* _Data under study_
>>>>
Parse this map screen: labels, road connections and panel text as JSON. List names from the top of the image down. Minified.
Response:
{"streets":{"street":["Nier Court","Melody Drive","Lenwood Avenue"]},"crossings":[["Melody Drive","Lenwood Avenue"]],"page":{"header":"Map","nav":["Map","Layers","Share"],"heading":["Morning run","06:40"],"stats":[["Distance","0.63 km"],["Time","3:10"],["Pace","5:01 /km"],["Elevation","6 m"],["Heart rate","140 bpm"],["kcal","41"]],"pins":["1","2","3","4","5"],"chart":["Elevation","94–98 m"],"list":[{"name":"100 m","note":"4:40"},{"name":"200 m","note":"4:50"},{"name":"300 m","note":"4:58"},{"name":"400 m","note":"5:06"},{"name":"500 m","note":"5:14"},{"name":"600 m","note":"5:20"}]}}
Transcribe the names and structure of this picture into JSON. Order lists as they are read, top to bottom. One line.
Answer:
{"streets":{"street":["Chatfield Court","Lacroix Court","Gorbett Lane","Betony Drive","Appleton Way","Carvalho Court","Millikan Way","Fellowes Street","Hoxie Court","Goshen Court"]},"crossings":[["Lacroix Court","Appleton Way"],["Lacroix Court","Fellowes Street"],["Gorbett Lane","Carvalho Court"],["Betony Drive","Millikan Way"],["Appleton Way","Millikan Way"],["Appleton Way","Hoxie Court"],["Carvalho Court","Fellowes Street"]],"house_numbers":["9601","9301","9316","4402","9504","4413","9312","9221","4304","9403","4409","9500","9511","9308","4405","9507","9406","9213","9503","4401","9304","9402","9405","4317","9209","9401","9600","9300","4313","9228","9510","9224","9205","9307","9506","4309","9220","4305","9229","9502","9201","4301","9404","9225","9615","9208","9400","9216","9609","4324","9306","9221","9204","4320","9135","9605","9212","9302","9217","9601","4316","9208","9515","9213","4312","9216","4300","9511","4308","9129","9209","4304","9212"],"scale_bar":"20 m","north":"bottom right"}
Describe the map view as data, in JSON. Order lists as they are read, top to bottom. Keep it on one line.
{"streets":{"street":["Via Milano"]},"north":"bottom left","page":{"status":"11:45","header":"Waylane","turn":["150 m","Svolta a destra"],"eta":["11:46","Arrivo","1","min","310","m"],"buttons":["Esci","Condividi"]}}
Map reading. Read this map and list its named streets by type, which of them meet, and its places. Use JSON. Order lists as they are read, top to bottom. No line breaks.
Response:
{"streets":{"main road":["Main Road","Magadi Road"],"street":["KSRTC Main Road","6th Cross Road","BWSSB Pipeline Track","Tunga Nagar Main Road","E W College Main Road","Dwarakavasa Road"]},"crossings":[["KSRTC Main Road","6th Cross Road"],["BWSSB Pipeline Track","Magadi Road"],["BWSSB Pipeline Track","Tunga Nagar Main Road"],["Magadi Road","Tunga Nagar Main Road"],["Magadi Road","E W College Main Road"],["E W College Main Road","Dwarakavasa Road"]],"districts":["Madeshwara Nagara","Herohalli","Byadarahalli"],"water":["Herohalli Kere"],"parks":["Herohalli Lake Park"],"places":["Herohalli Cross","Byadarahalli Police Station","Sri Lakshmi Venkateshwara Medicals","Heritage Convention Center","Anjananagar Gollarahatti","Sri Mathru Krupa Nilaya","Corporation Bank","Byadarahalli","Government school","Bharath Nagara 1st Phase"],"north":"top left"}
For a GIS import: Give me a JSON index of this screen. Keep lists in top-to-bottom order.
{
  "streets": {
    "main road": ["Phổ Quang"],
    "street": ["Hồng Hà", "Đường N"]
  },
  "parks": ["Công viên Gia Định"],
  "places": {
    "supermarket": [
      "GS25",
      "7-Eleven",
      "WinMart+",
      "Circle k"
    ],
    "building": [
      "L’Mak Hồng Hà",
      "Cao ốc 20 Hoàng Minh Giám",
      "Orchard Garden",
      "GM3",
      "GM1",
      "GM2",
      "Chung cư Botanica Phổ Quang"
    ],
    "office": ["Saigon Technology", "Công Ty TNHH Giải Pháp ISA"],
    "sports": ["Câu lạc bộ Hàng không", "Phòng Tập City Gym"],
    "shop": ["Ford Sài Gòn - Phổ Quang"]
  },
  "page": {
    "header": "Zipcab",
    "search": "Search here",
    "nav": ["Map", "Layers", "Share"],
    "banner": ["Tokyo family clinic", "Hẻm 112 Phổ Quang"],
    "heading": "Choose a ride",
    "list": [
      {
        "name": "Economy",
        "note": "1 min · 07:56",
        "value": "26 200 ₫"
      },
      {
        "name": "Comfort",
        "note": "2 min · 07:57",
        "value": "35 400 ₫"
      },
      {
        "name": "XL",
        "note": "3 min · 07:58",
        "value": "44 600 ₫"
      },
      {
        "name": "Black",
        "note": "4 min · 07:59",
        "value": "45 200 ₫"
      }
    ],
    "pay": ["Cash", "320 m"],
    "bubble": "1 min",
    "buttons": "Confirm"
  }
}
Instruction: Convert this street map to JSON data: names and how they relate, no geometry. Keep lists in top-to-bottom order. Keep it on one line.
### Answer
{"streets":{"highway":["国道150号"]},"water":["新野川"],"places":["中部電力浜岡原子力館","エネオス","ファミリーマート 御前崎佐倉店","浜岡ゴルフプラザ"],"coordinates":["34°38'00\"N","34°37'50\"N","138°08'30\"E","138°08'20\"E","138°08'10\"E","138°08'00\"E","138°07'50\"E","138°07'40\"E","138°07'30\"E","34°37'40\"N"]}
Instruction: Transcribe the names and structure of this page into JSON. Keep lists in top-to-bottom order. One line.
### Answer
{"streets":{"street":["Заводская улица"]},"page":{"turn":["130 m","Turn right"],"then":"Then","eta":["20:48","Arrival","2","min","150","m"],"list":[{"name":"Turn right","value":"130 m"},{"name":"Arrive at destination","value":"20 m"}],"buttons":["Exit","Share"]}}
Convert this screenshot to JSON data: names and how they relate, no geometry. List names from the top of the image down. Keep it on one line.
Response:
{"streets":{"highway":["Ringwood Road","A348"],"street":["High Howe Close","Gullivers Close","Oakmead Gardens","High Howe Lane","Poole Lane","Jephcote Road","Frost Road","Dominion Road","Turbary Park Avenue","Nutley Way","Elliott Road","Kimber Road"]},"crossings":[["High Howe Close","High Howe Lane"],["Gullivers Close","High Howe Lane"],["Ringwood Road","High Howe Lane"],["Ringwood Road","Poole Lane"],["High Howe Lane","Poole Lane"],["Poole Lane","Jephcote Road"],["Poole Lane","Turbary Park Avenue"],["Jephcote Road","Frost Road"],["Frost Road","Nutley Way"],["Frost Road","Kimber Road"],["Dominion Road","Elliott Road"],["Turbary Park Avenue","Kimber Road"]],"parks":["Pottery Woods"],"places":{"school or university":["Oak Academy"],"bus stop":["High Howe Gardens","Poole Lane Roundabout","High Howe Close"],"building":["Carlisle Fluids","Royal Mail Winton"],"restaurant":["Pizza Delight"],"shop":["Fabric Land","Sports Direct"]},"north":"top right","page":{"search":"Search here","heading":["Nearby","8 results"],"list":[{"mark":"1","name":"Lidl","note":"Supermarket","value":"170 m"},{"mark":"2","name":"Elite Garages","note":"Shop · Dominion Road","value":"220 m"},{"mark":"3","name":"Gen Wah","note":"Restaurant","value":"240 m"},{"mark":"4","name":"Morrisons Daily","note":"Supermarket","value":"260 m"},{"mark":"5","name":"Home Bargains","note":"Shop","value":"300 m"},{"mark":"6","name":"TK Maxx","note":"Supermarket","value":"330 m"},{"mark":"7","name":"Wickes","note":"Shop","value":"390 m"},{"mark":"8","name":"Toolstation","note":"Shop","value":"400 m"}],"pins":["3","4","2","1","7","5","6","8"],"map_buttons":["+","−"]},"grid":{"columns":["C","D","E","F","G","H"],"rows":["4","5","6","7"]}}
<<<<
* _Activity_
If a line comes after the one that contains "Transcribe the names and structure of this picture", leave it out; return every line of the entries up to that point exactly, starting with the first, with that line included.

* _Result of the exercise_
Parse this map screen: labels, road connections and panel text as JSON. List names from the top of the image down. Minified.
Response:
{"streets":{"street":["Nier Court","Melody Drive","Lenwood Avenue"]},"crossings":[["Melody Drive","Lenwood Avenue"]],"page":{"header":"Map","nav":["Map","Layers","Share"],"heading":["Morning run","06:40"],"stats":[["Distance","0.63 km"],["Time","3:10"],["Pace","5:01 /km"],["Elevation","6 m"],["Heart rate","140 bpm"],["kcal","41"]],"pins":["1","2","3","4","5"],"chart":["Elevation","94–98 m"],"list":[{"name":"100 m","note":"4:40"},{"name":"200 m","note":"4:50"},{"name":"300 m","note":"4:58"},{"name":"400 m","note":"5:06"},{"name":"500 m","note":"5:14"},{"name":"600 m","note":"5:20"}]}}
Transcribe the names and structure of this picture into JSON. Order lists as they are read, top to bottom. One line.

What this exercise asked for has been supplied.